Good voice transcription AI already do that too; that's why they work best if they know which language they're operating in, as that means they can use the language to create a model of the most likely words.

I think the most recent WWDC from Apple even has a video about adding custom vocabulary for their speech engine to pick up on that covered some details in this exact topic, though I can't search right now.

Undoubtedly so but I have yet to see one that doesn't make mistakes a human would be unlikely to. It is not an easy capability to reproduce and wouldn't have been my first choice if I wanted to talk about things it can do better than people.
> Undoubtedly so but I have yet to see one that doesn't make mistakes a human would be unlikely to.

Absolutely, AI is very rarely human in its failure modes, and often has novel and exciting failure modes instead.

But, on average… or so the marketing claims… it makes fewer mistakes.

For a while, it was possible to improve upon super-human chess AI by pairing them with a human; the combination was called a centaur. Eventually the AI got too good even for that as they stopped making the sorts of mistakes humans could spot, but in the meantime, even though they were superhuman, they had failure modes that we could help out with.
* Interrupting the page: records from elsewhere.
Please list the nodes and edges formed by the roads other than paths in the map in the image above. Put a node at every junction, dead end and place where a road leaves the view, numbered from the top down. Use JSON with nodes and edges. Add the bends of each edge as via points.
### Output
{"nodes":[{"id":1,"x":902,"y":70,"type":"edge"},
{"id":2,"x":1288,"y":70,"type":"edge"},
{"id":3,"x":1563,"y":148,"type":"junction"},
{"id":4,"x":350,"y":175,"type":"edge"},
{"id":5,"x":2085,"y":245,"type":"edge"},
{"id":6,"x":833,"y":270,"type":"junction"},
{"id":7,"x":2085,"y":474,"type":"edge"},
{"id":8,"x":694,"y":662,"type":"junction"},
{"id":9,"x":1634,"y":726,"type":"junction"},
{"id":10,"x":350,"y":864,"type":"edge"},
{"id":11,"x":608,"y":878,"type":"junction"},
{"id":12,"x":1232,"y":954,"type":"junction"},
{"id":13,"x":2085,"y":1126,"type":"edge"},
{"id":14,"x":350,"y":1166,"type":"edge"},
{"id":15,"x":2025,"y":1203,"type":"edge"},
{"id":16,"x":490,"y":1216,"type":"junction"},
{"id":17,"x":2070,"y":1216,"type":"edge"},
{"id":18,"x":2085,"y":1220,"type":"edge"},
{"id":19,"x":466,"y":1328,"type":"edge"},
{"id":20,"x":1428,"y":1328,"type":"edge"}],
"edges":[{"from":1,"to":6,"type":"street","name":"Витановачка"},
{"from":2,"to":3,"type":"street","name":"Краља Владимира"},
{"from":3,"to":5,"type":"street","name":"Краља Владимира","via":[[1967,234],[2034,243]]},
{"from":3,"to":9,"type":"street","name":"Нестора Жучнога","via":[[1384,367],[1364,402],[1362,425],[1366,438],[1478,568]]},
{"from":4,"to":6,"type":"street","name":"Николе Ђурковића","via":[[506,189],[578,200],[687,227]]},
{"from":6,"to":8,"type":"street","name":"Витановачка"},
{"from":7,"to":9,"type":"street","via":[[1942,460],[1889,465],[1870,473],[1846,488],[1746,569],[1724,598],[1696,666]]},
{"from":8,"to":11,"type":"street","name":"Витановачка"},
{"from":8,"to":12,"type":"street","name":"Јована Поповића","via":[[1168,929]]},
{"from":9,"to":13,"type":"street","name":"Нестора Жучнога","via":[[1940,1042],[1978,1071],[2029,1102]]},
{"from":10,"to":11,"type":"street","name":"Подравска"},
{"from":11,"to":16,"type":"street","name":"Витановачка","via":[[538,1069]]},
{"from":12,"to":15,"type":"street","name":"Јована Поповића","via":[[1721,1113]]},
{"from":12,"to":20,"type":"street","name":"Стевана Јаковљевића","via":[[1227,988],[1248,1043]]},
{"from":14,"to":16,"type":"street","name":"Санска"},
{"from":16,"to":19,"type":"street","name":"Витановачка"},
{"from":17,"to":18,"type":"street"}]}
Assuming the intended audience is also humans, "exciting" errors seem worse in this instance, so I find it hard to credit these marketing claims.
Seem worse, sure.

If it is or not, depends on the specific use of the transcription.

Consider "I went to Lenny's" being transcribed wrong by a human as "I went to Denny's" or by an AI as "Ivan to Lenny's".

Both are wrong, but if you get a human to check, we can be oblivious to the human mistake for the same reason it was made in the first place plus the effect where seeing text alters our perception of what we hear; the AI error being inhuman means we can spot it when the human error is imperceptible.